Dataset entries
※
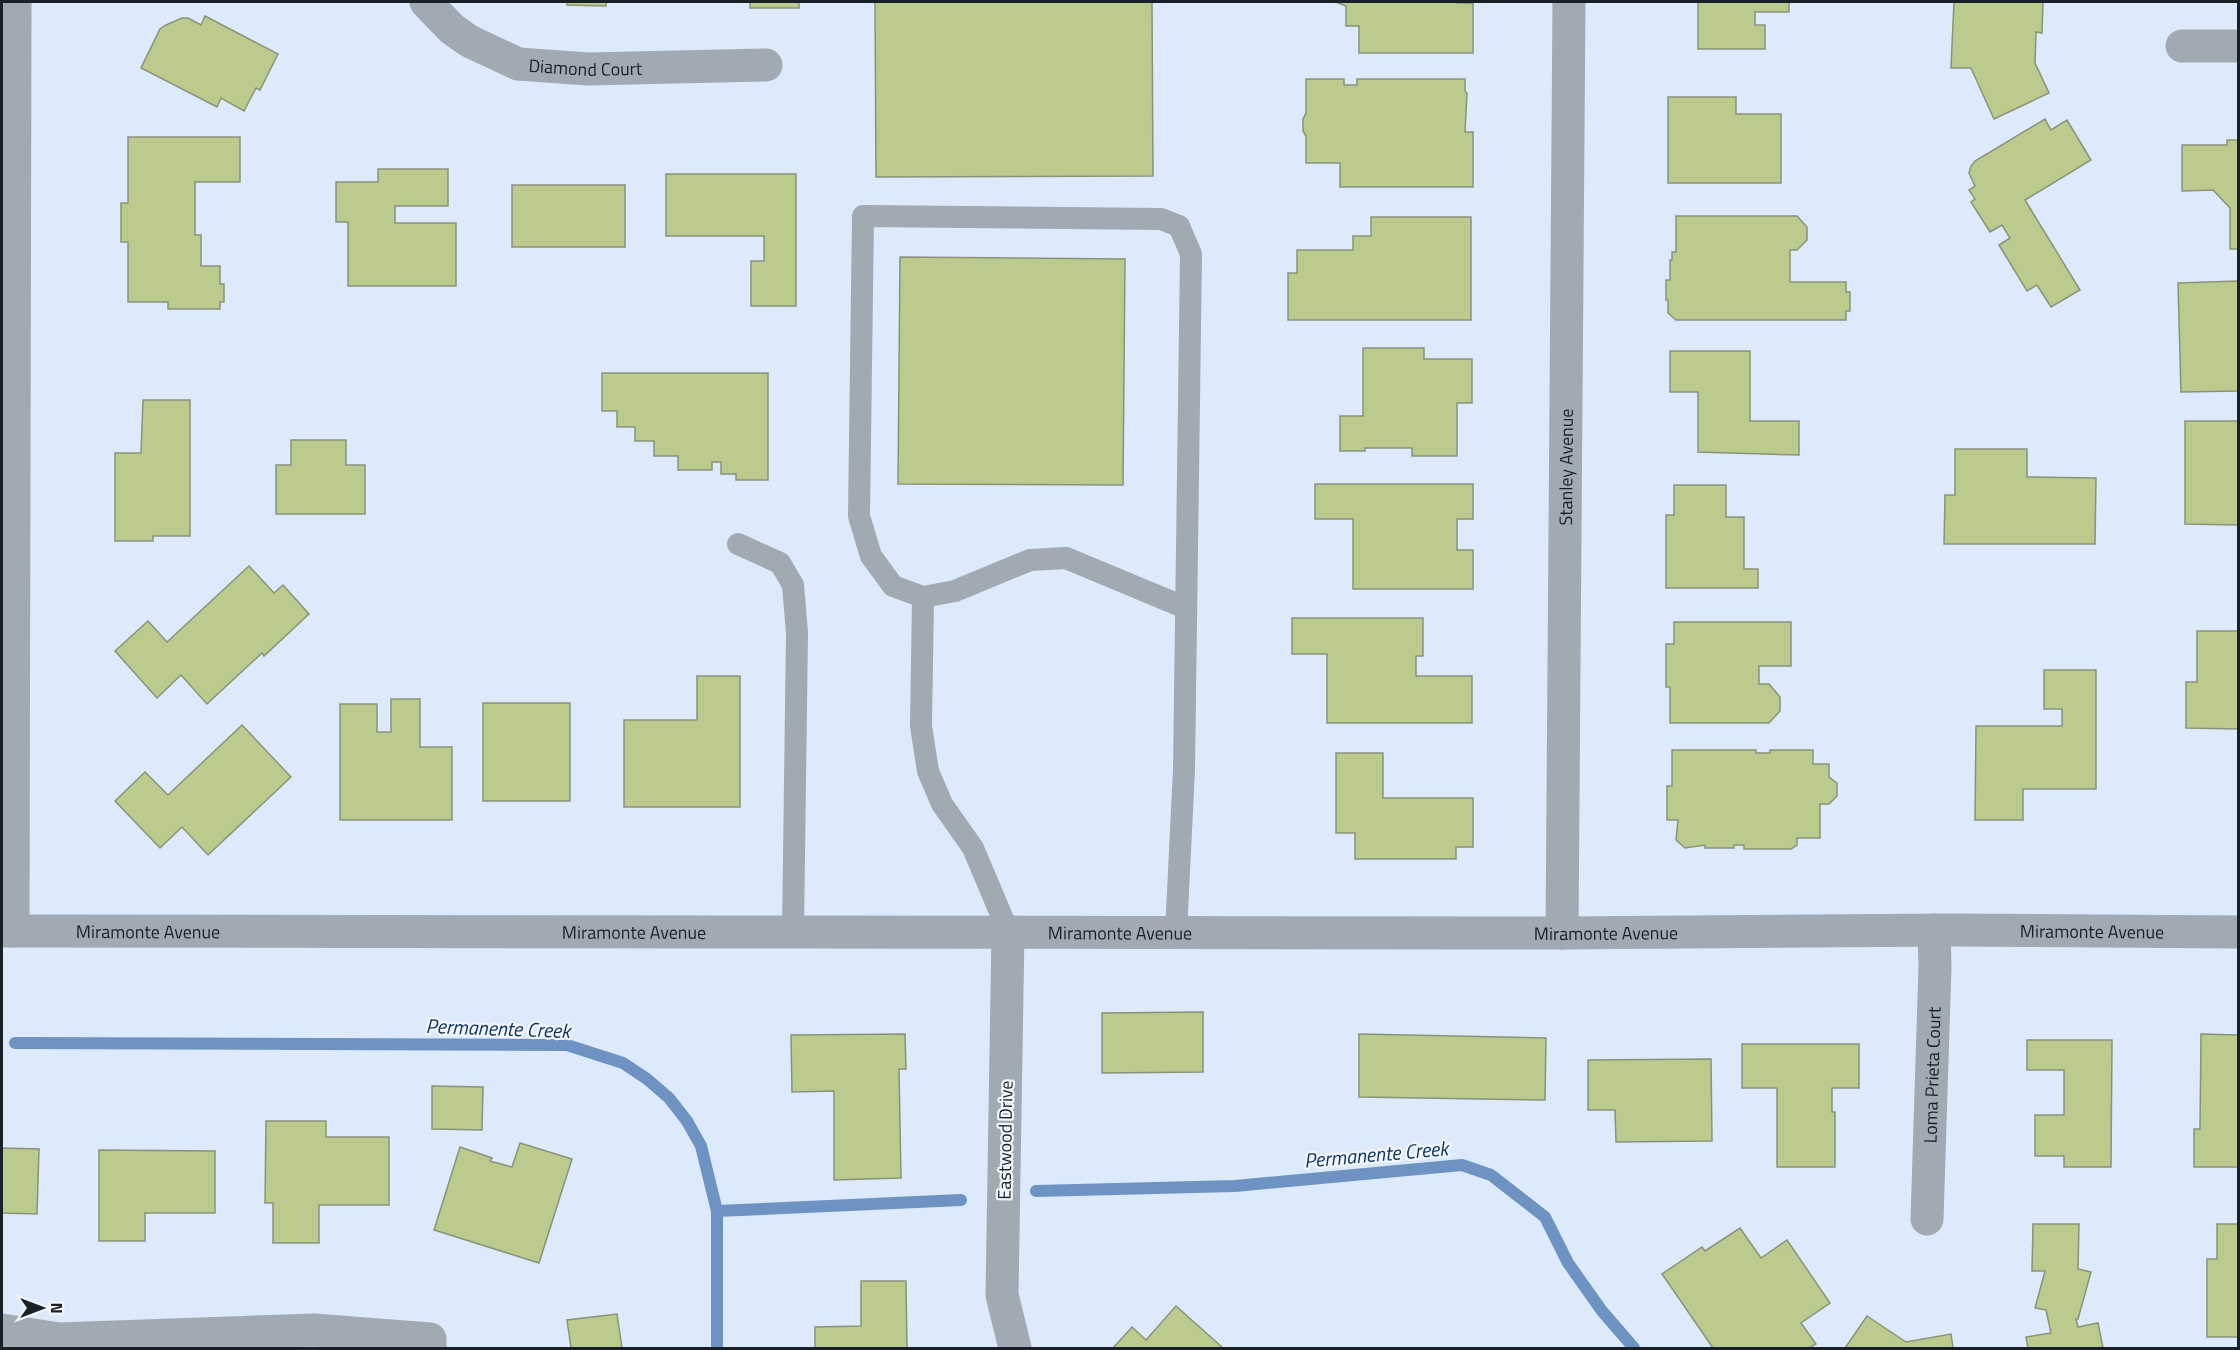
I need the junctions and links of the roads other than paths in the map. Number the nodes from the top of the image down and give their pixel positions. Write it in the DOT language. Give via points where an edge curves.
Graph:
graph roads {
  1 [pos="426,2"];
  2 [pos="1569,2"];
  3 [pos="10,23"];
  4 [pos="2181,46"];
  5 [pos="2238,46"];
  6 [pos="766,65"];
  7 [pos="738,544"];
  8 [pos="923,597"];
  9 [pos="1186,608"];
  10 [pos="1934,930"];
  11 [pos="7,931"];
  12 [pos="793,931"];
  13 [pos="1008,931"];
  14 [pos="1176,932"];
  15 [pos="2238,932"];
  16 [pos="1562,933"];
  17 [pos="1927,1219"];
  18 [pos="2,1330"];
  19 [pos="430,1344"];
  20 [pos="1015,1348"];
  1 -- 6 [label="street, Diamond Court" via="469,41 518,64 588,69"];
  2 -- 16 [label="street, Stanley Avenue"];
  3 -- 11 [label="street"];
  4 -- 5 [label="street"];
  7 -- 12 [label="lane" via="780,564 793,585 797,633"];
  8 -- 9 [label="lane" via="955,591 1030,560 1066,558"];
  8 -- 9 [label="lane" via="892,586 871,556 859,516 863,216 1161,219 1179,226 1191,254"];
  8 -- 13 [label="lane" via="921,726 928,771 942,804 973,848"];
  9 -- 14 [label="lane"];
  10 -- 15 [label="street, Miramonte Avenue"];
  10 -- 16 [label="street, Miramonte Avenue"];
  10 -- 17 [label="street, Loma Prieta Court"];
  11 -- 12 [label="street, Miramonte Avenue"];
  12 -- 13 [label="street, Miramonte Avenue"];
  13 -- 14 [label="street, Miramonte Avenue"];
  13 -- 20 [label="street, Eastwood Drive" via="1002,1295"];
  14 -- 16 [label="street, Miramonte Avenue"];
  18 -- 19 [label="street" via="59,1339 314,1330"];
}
※
■ WHAT IS REQUIRED:
Pick every line of the data that includes the string "roads".

■ WRITTEN REPLY:
I need the junctions and links of the roads other than paths in the map. Number the nodes from the top of the image down and give their pixel positions. Write it in the DOT language. Give via points where an edge curves.
graph roads {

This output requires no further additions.